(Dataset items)
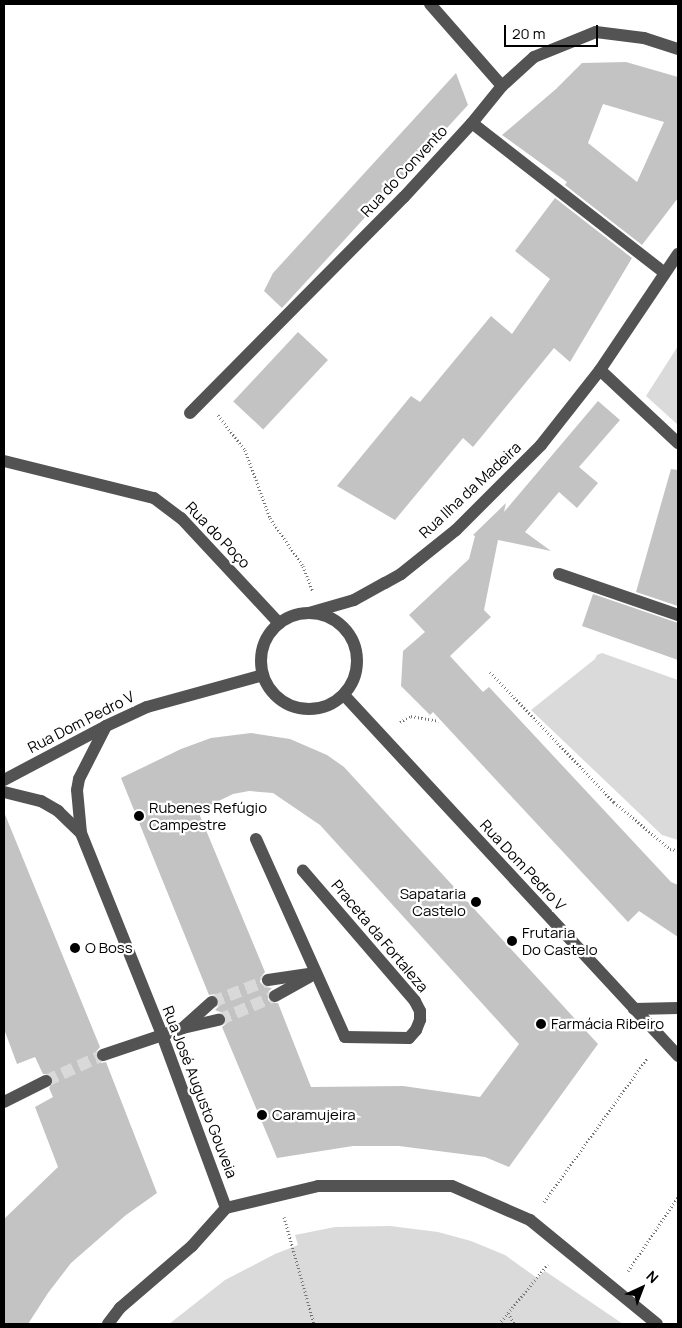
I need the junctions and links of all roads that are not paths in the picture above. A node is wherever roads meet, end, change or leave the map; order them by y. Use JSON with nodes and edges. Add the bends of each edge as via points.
{"nodes":[{"id":1,"x":430,"y":4,"type":"edge"},
{"id":2,"x":678,"y":49,"type":"edge"},
{"id":3,"x":502,"y":86,"type":"junction"},
{"id":4,"x":472,"y":123,"type":"junction"},
{"id":5,"x":678,"y":254,"type":"edge"},
{"id":6,"x":664,"y":273,"type":"junction"},
{"id":7,"x":600,"y":370,"type":"junction"},
{"id":8,"x":190,"y":413,"type":"dead end"},
{"id":9,"x":678,"y":443,"type":"edge"},
{"id":10,"x":4,"y":461,"type":"edge"},
{"id":11,"x":559,"y":574,"type":"dead end"},
{"id":12,"x":314,"y":611,"type":"junction"},
{"id":13,"x":678,"y":615,"type":"edge"},
{"id":14,"x":279,"y":623,"type":"junction"},
{"id":15,"x":263,"y":675,"type":"junction"},
{"id":16,"x":344,"y":695,"type":"junction"},
{"id":17,"x":106,"y":726,"type":"junction"},
{"id":18,"x":4,"y":780,"type":"edge"},
{"id":19,"x":4,"y":792,"type":"edge"},
{"id":20,"x":81,"y":834,"type":"junction"},
{"id":21,"x":256,"y":839,"type":"dead end"},
{"id":22,"x":304,"y":871,"type":"dead end"},
{"id":23,"x":316,"y":973,"type":"junction"},
{"id":24,"x":268,"y":980,"type":"tunnel mouth"},
{"id":25,"x":275,"y":996,"type":"tunnel mouth"},
{"id":26,"x":212,"y":1002,"type":"tunnel mouth"},
{"id":27,"x":678,"y":1008,"type":"edge"},
{"id":28,"x":634,"y":1009,"type":"junction"},
{"id":29,"x":219,"y":1020,"type":"tunnel mouth"},
{"id":30,"x":183,"y":1028,"type":"junction"},
{"id":31,"x":162,"y":1035,"type":"junction"},
{"id":32,"x":103,"y":1055,"type":"tunnel mouth"},
{"id":33,"x":678,"y":1056,"type":"edge"},
{"id":34,"x":46,"y":1081,"type":"tunnel mouth"},
{"id":35,"x":4,"y":1102,"type":"edge"},
{"id":36,"x":226,"y":1208,"type":"junction"},
{"id":37,"x":108,"y":1324,"type":"edge"},
{"id":38,"x":657,"y":1324,"type":"edge"}],
"edges":[{"from":1,"to":3,"type":"street"},
{"from":2,"to":3,"type":"street","name":"Rua do Convento","via":[[644,38],[596,32],[534,57]]},
{"from":3,"to":4,"type":"street","name":"Rua do Convento"},
{"from":4,"to":6,"type":"street"},
{"from":4,"to":8,"type":"street","name":"Rua do Convento","via":[[404,197]]},
{"from":5,"to":6,"type":"street","name":"Rua Ilha da Madeira"},
{"from":6,"to":7,"type":"street","name":"Rua Ilha da Madeira"},
{"from":7,"to":9,"type":"street"},
{"from":7,"to":12,"type":"street","name":"Rua Ilha da Madeira","via":[[541,445],[456,530],[401,574],[354,600]]},
{"from":10,"to":14,"type":"street","name":"Rua do Poço","via":[[154,498],[181,518]]},
{"from":11,"to":13,"type":"street"},
{"from":12,"to":14,"type":"street","via":[[293,615]]},
{"from":12,"to":16,"type":"street","via":[[340,623],[356,650],[353,682]]},
{"from":14,"to":15,"type":"street","via":[[263,646],[260,661]]},
{"from":15,"to":16,"type":"street","via":[[270,690],[297,708],[314,709],[330,705]]},
{"from":15,"to":17,"type":"street","name":"Rua Dom Pedro V","via":[[147,707]]},
{"from":16,"to":28,"type":"street","name":"Rua Dom Pedro V"},
{"from":17,"to":18,"type":"street","name":"Rua Dom Pedro V"},
{"from":17,"to":20,"type":"street","name":"Rua José Augusto Gouveia","via":[[77,790]]},
{"from":19,"to":20,"type":"street","name":"Rua José Augusto Gouveia","via":[[41,801],[58,811]]},
{"from":20,"to":31,"type":"street","name":"Rua José Augusto Gouveia"},
{"from":21,"to":23,"type":"street","name":"Praceta da Fortaleza"},
{"from":22,"to":23,"type":"street","name":"Praceta da Fortaleza","via":[[415,1000],[420,1011],[416,1030],[409,1038],[345,1037]]},
{"from":23,"to":24,"type":"street"},
{"from":23,"to":25,"type":"street"},
{"from":26,"to":30,"type":"street"},
{"from":27,"to":28,"type":"street"},
{"from":28,"to":33,"type":"street","name":"Rua Dom Pedro V"},
{"from":29,"to":30,"type":"street"},
{"from":30,"to":31,"type":"street"},
{"from":31,"to":32,"type":"street"},
{"from":31,"to":36,"type":"street","name":"Rua José Augusto Gouveia"},
{"from":34,"to":35,"type":"street"},
{"from":36,"to":37,"type":"street","via":[[192,1246],[120,1308]]},
{"from":36,"to":38,"type":"street","via":[[318,1186],[452,1186],[530,1220]]}]}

**WORK TASK**
Which lines of the records hold the string "tunnel"? Copy each one.

**ANSWER TO THE PROBLEM**
{"id":24,"x":268,"y":980,"type":"tunnel mouth"},
{"id":25,"x":275,"y":996,"type":"tunnel mouth"},
{"id":26,"x":212,"y":1002,"type":"tunnel mouth"},
{"id":29,"x":219,"y":1020,"type":"tunnel mouth"},
{"id":32,"x":103,"y":1055,"type":"tunnel mouth"},
{"id":34,"x":46,"y":1081,"type":"tunnel mouth"},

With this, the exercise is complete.